● Directions for this task:
Your answer should be the entries below, reproduced character for character.

Data provided below:

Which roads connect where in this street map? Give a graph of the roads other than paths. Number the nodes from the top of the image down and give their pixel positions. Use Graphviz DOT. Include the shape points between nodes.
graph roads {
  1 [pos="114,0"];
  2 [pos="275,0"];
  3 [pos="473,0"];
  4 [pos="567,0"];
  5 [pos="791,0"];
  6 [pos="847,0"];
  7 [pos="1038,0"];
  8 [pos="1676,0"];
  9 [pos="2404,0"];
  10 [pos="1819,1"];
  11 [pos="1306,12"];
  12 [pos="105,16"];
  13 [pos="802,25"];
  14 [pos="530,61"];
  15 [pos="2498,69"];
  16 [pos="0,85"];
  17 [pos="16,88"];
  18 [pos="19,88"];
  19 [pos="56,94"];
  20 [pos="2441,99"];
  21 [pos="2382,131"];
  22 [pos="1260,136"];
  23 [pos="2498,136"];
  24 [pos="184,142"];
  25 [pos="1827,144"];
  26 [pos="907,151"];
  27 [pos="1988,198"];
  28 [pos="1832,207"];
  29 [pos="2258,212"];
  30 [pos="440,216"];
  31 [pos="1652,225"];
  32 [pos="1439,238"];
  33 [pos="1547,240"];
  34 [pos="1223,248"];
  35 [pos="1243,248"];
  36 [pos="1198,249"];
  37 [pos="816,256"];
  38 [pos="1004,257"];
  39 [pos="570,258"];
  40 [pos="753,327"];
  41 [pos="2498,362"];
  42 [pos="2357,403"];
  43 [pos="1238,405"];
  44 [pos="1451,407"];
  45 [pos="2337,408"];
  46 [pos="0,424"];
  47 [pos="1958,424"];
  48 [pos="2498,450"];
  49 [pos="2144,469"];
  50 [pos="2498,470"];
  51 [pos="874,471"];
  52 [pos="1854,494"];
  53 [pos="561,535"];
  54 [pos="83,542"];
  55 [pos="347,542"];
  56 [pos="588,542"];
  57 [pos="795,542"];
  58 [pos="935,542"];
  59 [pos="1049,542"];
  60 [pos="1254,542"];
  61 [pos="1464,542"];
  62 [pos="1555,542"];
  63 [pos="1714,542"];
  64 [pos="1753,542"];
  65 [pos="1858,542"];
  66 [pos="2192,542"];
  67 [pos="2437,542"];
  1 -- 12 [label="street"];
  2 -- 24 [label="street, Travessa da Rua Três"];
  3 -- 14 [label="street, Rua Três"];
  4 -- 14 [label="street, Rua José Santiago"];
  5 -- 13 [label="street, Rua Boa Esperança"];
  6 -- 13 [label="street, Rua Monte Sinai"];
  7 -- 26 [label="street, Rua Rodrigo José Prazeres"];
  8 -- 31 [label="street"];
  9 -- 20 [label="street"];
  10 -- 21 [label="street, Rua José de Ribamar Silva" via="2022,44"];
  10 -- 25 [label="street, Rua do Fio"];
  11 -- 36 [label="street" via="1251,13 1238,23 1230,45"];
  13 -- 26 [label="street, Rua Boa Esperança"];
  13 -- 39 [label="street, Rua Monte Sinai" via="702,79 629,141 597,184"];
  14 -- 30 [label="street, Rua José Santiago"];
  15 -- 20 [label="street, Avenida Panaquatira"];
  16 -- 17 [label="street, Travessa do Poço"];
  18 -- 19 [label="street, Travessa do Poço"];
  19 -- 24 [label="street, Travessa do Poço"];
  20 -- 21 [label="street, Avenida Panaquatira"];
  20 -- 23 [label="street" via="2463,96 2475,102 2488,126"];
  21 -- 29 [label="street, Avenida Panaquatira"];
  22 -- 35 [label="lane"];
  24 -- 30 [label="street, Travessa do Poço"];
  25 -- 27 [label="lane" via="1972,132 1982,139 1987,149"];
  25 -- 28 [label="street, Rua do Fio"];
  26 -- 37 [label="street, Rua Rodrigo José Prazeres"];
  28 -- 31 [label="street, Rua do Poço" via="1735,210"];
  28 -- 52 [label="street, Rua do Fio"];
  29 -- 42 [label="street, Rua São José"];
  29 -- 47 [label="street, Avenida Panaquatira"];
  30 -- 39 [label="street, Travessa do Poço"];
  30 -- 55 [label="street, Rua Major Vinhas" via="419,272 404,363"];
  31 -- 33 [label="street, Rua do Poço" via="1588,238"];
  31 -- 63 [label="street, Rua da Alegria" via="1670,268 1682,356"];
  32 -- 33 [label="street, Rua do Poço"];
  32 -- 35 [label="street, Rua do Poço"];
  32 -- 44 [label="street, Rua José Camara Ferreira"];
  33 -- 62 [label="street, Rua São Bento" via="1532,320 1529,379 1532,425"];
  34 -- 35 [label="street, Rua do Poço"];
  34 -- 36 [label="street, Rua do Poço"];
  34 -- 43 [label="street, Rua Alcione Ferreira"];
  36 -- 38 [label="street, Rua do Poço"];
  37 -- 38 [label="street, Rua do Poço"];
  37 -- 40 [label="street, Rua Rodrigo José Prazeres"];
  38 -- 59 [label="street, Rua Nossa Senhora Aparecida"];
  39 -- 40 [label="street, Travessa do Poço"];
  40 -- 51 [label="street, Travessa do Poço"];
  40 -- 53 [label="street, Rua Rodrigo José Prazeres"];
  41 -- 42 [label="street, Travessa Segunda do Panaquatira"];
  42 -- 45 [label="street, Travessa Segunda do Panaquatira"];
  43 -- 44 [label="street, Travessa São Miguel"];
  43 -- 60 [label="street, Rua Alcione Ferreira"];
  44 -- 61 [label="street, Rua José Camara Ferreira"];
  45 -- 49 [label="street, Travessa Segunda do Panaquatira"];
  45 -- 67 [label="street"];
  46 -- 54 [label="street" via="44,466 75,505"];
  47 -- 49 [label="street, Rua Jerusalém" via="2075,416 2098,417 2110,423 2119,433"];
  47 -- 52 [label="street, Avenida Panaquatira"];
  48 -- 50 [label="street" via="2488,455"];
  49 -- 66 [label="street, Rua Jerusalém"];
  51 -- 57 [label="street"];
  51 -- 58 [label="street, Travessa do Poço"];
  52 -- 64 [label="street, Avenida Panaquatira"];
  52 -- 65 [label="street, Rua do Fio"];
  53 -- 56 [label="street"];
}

End of Data provided.

● Output below:
Which roads connect where in this street map? Give a graph of the roads other than paths. Number the nodes from the top of the image down and give their pixel positions. Use Graphviz DOT. Include the shape points between nodes.
graph roads {
  1 [pos="114,0"];
  2 [pos="275,0"];
  3 [pos="473,0"];
  4 [pos="567,0"];
  5 [pos="791,0"];
  6 [pos="847,0"];
  7 [pos="1038,0"];
  8 [pos="1676,0"];
  9 [pos="2404,0"];
  10 [pos="1819,1"];
  11 [pos="1306,12"];
  12 [pos="105,16"];
  13 [pos="802,25"];
  14 [pos="530,61"];
  15 [pos="2498,69"];
  16 [pos="0,85"];
  17 [pos="16,88"];
  18 [pos="19,88"];
  19 [pos="56,94"];
  20 [pos="2441,99"];
  21 [pos="2382,131"];
  22 [pos="1260,136"];
  23 [pos="2498,136"];
  24 [pos="184,142"];
  25 [pos="1827,144"];
  26 [pos="907,151"];
  27 [pos="1988,198"];
  28 [pos="1832,207"];
  29 [pos="2258,212"];
  30 [pos="440,216"];
  31 [pos="1652,225"];
  32 [pos="1439,238"];
  33 [pos="1547,240"];
  34 [pos="1223,248"];
  35 [pos="1243,248"];
  36 [pos="1198,249"];
  37 [pos="816,256"];
  38 [pos="1004,257"];
  39 [pos="570,258"];
  40 [pos="753,327"];
  41 [pos="2498,362"];
  42 [pos="2357,403"];
  43 [pos="1238,405"];
  44 [pos="1451,407"];
  45 [pos="2337,408"];
  46 [pos="0,424"];
  47 [pos="1958,424"];
  48 [pos="2498,450"];
  49 [pos="2144,469"];
  50 [pos="2498,470"];
  51 [pos="874,471"];
  52 [pos="1854,494"];
  53 [pos="561,535"];
  54 [pos="83,542"];
  55 [pos="347,542"];
  56 [pos="588,542"];
  57 [pos="795,542"];
  58 [pos="935,542"];
  59 [pos="1049,542"];
  60 [pos="1254,542"];
  61 [pos="1464,542"];
  62 [pos="1555,542"];
  63 [pos="1714,542"];
  64 [pos="1753,542"];
  65 [pos="1858,542"];
  66 [pos="2192,542"];
  67 [pos="2437,542"];
  1 -- 12 [label="street"];
  2 -- 24 [label="street, Travessa da Rua Três"];
  3 -- 14 [label="street, Rua Três"];
  4 -- 14 [label="street, Rua José Santiago"];
  5 -- 13 [label="street, Rua Boa Esperança"];
  6 -- 13 [label="street, Rua Monte Sinai"];
  7 -- 26 [label="street, Rua Rodrigo José Prazeres"];
  8 -- 31 [label="street"];
  9 -- 20 [label="street"];
  10 -- 21 [label="street, Rua José de Ribamar Silva" via="2022,44"];
  10 -- 25 [label="street, Rua do Fio"];
  11 -- 36 [label="street" via="1251,13 1238,23 1230,45"];
  13 -- 26 [label="street, Rua Boa Esperança"];
  13 -- 39 [label="street, Rua Monte Sinai" via="702,79 629,141 597,184"];
  14 -- 30 [label="street, Rua José Santiago"];
  15 -- 20 [label="street, Avenida Panaquatira"];
  16 -- 17 [label="street, Travessa do Poço"];
  18 -- 19 [label="street, Travessa do Poço"];
  19 -- 24 [label="street, Travessa do Poço"];
  20 -- 21 [label="street, Avenida Panaquatira"];
  20 -- 23 [label="street" via="2463,96 2475,102 2488,126"];
  21 -- 29 [label="street, Avenida Panaquatira"];
  22 -- 35 [label="lane"];
  24 -- 30 [label="street, Travessa do Poço"];
  25 -- 27 [label="lane" via="1972,132 1982,139 1987,149"];
  25 -- 28 [label="street, Rua do Fio"];
  26 -- 37 [label="street, Rua Rodrigo José Prazeres"];
  28 -- 31 [label="street, Rua do Poço" via="1735,210"];
  28 -- 52 [label="street, Rua do Fio"];
  29 -- 42 [label="street, Rua São José"];
  29 -- 47 [label="street, Avenida Panaquatira"];
  30 -- 39 [label="street, Travessa do Poço"];
  30 -- 55 [label="street, Rua Major Vinhas" via="419,272 404,363"];
  31 -- 33 [label="street, Rua do Poço" via="1588,238"];
  31 -- 63 [label="street, Rua da Alegria" via="1670,268 1682,356"];
  32 -- 33 [label="street, Rua do Poço"];
  32 -- 35 [label="street, Rua do Poço"];
  32 -- 44 [label="street, Rua José Camara Ferreira"];
  33 -- 62 [label="street, Rua São Bento" via="1532,320 1529,379 1532,425"];
  34 -- 35 [label="street, Rua do Poço"];
  34 -- 36 [label="street, Rua do Poço"];
  34 -- 43 [label="street, Rua Alcione Ferreira"];
  36 -- 38 [label="street, Rua do Poço"];
  37 -- 38 [label="street, Rua do Poço"];
  37 -- 40 [label="street, Rua Rodrigo José Prazeres"];
  38 -- 59 [label="street, Rua Nossa Senhora Aparecida"];
  39 -- 40 [label="street, Travessa do Poço"];
  40 -- 51 [label="street, Travessa do Poço"];
  40 -- 53 [label="street, Rua Rodrigo José Prazeres"];
  41 -- 42 [label="street, Travessa Segunda do Panaquatira"];
  42 -- 45 [label="street, Travessa Segunda do Panaquatira"];
  43 -- 44 [label="street, Travessa São Miguel"];
  43 -- 60 [label="street, Rua Alcione Ferreira"];
  44 -- 61 [label="street, Rua José Camara Ferreira"];
  45 -- 49 [label="street, Travessa Segunda do Panaquatira"];
  45 -- 67 [label="street"];
  46 -- 54 [label="street" via="44,466 75,505"];
  47 -- 49 [label="street, Rua Jerusalém" via="2075,416 2098,417 2110,423 2119,433"];
  47 -- 52 [label="street, Avenida Panaquatira"];
  48 -- 50 [label="street" via="2488,455"];
  49 -- 66 [label="street, Rua Jerusalém"];
  51 -- 57 [label="street"];
  51 -- 58 [label="street, Travessa do Poço"];
  52 -- 64 [label="street, Avenida Panaquatira"];
  52 -- 65 [label="street, Rua do Fio"];
  53 -- 56 [label="street"];
}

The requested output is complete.